Da queste basi parte Il potere della magia. Occorre premettere che ero arrivato a questa lettura preparato, non avendo gradi aspettative, viste le tante critiche ricevute da questo lavoro: ripetitività delle trame, troppa introspezione. Tutto giusto, ma il vero problema di questo romanzo è un altro: Brooks si è adeguato allo young adult. Ma è lo young adult più scarso, perché c’è modo e modo di farlo. Anche Sanderson ha scritto young adult, ma l’ha fatto in modo diverso, con risultati decisamente migliori, basti vedere Il ritmatista o la trilogia degli Eliminatori (che ha qualche piccola caduta, ma nel complesso il suo dovere lo fa); qui invece Brooks segue la linea peggiore di questo filone.
I protagonisti sono due adolescenti che non hanno grandi capacità e neppure eccellono di preparazione (anzi, si può dire che non ne hanno), ma che si ritrovano a essere i salvatori di tutto: gli adulti come Sider Ament, che in altre sue opere sarebbero stati gli eroi della storia, vengono tolti di mezzo per lasciare spazio a questi giovani con facilità e quasi banalità. E mentre il destino della valle ricade sulle loro spalle, il lettore si deve sorbire pianti e crisi adolescenziali, baci e amori da cotta, pensieri che ruotano attorno a essi, oltre a bisticci e dialoghi che che fanno cascare le braccia (“ah, tu pensi che sia colpa mia, che io non sia capace, ma io ho le capacità!” “io non pensavo questo…” “no, tu pensavi proprio questo!” e via con le lacrime agli occhi, ai singhiozzi e agli abbracci di conforto “no, io credo in te, ti sarò sempre a fianco perché ti voglio bene”).
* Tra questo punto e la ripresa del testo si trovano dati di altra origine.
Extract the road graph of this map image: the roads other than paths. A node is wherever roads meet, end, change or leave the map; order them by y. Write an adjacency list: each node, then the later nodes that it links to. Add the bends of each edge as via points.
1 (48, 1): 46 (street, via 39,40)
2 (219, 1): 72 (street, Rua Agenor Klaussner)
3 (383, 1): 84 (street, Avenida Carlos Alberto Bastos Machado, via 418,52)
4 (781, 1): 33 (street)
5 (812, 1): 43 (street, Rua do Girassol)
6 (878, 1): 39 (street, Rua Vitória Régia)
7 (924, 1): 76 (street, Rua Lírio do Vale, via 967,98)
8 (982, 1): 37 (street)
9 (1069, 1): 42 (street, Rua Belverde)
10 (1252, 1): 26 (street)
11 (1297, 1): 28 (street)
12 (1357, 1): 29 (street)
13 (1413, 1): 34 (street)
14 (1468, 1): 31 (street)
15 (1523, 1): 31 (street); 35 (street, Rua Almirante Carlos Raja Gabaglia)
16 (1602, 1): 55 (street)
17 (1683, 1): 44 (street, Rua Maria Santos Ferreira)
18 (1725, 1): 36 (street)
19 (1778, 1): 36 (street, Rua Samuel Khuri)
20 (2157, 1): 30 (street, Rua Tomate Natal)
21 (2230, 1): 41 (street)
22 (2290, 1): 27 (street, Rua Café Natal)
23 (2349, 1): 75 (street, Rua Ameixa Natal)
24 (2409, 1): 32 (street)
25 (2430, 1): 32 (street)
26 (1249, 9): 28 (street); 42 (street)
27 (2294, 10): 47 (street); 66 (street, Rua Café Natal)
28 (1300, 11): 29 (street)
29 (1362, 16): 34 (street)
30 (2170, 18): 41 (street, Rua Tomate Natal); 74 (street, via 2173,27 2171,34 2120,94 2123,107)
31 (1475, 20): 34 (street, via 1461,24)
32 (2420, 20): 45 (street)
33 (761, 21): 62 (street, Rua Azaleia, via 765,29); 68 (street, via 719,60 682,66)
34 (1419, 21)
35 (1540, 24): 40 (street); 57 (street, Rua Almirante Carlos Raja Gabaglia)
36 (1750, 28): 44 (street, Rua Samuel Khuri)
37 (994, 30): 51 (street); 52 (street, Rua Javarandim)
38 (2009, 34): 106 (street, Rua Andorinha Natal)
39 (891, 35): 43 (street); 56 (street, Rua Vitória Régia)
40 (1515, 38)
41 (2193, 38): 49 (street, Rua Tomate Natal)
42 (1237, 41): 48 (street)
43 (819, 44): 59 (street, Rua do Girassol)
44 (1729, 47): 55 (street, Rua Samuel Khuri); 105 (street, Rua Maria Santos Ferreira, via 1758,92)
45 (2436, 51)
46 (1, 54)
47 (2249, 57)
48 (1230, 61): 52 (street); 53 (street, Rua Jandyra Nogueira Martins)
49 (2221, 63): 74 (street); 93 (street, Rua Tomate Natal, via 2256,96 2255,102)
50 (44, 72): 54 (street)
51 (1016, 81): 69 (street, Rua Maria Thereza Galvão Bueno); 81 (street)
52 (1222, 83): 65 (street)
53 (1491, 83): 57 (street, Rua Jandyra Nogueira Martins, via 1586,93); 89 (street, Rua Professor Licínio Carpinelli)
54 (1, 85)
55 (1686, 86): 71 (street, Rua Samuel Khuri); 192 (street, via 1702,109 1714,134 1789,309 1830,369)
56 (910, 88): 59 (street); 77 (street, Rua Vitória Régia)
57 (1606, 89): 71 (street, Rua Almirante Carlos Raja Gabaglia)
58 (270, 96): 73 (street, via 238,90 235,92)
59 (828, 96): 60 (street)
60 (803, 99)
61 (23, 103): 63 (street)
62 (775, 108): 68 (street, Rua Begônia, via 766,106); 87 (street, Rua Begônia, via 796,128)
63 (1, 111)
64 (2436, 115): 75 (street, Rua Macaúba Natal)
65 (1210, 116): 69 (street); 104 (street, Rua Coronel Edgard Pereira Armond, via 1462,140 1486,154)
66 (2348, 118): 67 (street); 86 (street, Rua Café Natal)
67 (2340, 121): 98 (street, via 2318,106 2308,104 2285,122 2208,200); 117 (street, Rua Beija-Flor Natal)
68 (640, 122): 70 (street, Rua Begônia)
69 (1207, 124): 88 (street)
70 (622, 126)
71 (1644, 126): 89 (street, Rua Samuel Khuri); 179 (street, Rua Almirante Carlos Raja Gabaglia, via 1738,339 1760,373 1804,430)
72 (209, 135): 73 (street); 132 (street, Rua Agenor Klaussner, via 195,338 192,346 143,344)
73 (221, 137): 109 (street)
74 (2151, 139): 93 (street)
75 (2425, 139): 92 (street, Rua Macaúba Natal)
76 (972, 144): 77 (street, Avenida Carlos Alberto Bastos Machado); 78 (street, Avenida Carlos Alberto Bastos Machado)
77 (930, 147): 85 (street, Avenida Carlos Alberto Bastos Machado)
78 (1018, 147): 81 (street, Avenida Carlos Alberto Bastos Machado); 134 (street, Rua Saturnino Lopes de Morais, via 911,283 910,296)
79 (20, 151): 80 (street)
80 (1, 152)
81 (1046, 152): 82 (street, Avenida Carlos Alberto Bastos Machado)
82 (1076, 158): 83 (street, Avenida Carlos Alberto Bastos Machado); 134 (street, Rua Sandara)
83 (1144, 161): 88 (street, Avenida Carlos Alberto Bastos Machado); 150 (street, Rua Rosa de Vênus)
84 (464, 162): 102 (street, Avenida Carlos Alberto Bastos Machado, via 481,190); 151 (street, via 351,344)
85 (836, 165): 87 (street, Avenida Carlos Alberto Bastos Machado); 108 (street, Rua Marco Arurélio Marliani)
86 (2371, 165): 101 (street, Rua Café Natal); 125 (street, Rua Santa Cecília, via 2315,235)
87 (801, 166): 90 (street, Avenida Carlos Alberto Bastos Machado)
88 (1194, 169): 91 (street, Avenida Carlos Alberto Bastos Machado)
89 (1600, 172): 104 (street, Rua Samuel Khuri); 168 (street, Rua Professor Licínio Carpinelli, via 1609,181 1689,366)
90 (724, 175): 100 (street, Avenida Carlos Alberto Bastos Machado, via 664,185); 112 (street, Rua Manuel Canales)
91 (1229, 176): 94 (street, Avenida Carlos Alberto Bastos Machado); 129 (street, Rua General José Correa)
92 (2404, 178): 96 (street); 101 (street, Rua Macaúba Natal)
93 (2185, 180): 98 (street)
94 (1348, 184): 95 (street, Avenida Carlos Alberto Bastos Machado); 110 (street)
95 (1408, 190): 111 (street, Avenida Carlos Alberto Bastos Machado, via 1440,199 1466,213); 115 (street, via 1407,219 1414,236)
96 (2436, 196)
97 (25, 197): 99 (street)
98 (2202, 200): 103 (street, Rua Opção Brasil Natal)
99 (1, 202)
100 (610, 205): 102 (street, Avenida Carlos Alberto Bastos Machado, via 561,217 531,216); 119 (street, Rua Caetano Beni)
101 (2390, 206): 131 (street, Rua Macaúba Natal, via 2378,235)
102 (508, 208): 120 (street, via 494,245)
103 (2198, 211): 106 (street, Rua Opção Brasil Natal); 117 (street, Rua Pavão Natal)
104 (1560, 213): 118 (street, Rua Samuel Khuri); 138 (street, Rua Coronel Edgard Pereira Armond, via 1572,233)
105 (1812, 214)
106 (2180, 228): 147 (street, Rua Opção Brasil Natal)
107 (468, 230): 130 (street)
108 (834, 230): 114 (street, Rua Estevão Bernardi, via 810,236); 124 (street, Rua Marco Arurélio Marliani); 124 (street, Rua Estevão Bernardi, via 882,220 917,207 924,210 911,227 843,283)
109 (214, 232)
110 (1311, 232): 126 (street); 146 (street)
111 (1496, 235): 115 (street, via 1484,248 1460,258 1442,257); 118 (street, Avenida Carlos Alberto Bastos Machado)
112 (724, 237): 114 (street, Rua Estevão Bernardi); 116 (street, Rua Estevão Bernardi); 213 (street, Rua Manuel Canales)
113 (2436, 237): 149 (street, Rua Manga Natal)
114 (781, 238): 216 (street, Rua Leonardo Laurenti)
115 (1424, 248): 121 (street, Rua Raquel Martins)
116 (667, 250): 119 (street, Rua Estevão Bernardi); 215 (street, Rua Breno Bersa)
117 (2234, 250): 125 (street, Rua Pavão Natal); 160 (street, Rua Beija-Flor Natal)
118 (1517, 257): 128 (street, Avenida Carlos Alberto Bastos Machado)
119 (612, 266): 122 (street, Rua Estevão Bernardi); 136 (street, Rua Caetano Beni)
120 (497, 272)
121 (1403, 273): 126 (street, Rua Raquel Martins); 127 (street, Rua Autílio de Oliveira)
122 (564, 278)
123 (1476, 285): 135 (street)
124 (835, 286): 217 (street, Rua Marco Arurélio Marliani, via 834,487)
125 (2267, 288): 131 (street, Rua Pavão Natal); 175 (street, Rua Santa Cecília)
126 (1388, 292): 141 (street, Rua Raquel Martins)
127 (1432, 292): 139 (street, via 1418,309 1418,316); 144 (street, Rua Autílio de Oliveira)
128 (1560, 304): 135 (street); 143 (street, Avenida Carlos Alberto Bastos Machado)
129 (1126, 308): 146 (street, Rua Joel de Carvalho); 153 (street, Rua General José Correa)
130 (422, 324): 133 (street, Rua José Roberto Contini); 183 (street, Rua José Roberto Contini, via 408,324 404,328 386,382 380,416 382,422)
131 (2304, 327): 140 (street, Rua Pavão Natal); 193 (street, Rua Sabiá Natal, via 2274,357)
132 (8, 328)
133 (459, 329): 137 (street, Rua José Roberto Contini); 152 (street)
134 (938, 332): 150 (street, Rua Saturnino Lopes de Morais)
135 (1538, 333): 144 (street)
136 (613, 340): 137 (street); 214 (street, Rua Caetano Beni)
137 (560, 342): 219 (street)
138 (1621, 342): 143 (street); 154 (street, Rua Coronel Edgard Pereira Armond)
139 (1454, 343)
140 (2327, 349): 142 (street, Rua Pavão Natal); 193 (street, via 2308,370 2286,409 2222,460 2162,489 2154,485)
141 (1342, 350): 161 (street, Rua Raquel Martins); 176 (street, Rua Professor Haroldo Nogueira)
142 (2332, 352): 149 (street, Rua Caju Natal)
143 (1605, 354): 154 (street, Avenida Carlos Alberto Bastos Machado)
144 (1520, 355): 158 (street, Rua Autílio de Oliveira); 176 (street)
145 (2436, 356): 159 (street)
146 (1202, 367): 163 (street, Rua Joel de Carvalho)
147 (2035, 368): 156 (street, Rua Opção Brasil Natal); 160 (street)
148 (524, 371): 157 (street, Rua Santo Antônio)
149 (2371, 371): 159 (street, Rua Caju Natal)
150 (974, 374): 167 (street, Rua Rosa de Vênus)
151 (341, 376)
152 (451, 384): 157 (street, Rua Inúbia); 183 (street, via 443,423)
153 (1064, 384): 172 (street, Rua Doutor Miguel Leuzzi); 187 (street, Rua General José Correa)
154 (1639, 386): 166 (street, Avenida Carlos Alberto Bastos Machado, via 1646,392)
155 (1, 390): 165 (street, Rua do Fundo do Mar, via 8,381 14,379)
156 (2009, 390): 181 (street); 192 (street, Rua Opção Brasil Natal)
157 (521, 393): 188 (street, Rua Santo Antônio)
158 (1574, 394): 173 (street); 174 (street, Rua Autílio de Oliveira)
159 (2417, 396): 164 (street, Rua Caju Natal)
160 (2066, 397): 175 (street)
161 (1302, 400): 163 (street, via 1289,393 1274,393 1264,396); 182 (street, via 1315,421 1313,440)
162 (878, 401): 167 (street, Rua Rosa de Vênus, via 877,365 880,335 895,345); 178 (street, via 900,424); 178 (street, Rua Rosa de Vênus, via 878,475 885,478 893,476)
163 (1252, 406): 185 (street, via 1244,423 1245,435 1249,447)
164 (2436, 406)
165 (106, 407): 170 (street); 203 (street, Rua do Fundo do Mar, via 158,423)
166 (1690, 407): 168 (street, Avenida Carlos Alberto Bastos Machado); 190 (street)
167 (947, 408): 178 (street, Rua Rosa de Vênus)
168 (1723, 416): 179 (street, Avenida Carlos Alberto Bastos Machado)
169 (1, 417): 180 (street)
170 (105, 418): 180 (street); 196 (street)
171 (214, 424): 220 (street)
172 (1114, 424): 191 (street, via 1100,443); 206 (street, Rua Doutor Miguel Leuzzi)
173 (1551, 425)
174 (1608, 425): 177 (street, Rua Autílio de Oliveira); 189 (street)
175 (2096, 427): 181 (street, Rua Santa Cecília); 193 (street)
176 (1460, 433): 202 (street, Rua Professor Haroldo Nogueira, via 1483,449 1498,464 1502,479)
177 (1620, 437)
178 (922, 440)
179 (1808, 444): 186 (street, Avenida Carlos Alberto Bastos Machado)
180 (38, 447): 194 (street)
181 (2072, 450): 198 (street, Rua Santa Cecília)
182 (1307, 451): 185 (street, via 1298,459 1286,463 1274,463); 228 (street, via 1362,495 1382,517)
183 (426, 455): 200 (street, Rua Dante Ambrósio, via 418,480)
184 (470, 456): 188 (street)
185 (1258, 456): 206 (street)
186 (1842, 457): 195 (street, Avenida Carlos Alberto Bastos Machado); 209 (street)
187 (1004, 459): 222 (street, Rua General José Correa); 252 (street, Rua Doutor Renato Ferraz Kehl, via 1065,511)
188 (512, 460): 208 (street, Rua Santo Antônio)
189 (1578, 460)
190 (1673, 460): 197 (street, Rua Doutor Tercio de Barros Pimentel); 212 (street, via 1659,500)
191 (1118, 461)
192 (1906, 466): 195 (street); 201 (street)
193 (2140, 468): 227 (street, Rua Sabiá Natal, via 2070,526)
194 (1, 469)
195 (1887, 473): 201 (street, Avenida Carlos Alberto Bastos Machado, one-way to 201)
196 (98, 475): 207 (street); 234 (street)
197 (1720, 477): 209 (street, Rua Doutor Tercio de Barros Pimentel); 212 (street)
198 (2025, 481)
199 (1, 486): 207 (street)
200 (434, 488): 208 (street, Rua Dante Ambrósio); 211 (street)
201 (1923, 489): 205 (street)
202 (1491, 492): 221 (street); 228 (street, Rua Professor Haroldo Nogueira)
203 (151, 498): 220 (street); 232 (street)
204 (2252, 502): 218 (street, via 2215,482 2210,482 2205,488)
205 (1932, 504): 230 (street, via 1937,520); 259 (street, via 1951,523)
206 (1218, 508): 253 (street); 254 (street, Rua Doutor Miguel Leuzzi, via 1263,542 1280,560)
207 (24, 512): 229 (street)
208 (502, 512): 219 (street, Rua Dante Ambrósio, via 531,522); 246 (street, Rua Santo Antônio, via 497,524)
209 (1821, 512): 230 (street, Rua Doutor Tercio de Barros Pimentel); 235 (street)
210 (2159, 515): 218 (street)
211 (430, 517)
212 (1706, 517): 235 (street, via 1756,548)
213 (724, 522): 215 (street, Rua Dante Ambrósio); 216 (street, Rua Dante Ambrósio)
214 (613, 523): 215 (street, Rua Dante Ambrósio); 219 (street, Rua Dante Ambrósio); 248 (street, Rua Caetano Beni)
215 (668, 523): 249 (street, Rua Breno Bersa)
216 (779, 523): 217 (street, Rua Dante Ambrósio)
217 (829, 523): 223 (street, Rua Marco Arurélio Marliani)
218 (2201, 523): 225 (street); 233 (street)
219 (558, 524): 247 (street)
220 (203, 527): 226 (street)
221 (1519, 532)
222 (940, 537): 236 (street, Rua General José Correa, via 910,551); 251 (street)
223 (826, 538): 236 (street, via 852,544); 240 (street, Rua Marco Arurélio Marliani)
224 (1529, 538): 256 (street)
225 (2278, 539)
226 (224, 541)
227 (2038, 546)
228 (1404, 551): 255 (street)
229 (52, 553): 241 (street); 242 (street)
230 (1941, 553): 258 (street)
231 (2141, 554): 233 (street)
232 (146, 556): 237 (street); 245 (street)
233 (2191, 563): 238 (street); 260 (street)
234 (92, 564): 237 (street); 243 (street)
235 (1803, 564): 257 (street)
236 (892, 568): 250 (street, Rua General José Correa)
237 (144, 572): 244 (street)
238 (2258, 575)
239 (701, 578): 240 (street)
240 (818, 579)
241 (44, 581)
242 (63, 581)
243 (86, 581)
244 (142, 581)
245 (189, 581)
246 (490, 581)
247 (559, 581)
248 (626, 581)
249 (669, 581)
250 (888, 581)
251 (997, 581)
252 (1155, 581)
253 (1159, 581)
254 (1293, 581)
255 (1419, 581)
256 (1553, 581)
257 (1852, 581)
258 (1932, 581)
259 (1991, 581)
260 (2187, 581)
Le “adolescenzialate” però non si limitano a questo. Oltre a eliminare Sider Ament, si tirano via quei personaggi adulti che potrebbero rubare il palcoscenico ai giovani: via il mercenario Deladion Inch, via la nonna di Phryne (tutte figure che col Brooks del passato avrebbero avuto una caratterizzazione e uno sviluppo interessante) perché si deve puntare sui giovani. Il che non sarebbe nemmeno un problema, se Brooks si comportasse come si è comportato con il ciclo degli Eredi. Anche lì c’erano dei giovani (giovani, non adolescenti), come Wren, come Morgan Leah, ma o erano stati addestrati fin da piccoli (primo caso), oppure da tempo combattevano contro la Federazione (secondo caso); a differenza di questi due, Par non aveva nessuna capacità combattiva, ma possedeva la Canzone Magica (che almeno all’inizio era capace di creare solo illusioni) e per questo era stato scelto dallo spirito di Allanon per il compito di soccorrere le Quattro Terre; ispirato dalle geste di eroi di cui canta, decide di accettare quanto richiesto dal druido di un tempo, ma per questo chiede aiuto a chi è più capace ed esperto di lui (Morgan Leah, Padisar Creel e i Nati Liberi), come il buon senso suggerirebbe di fare. Invece ne Il potere della magia il buon senso viene messo da parte e si punta tutto sul “youth power” (adolescenti che solo perché tali hanno il potere di risolvere tutto).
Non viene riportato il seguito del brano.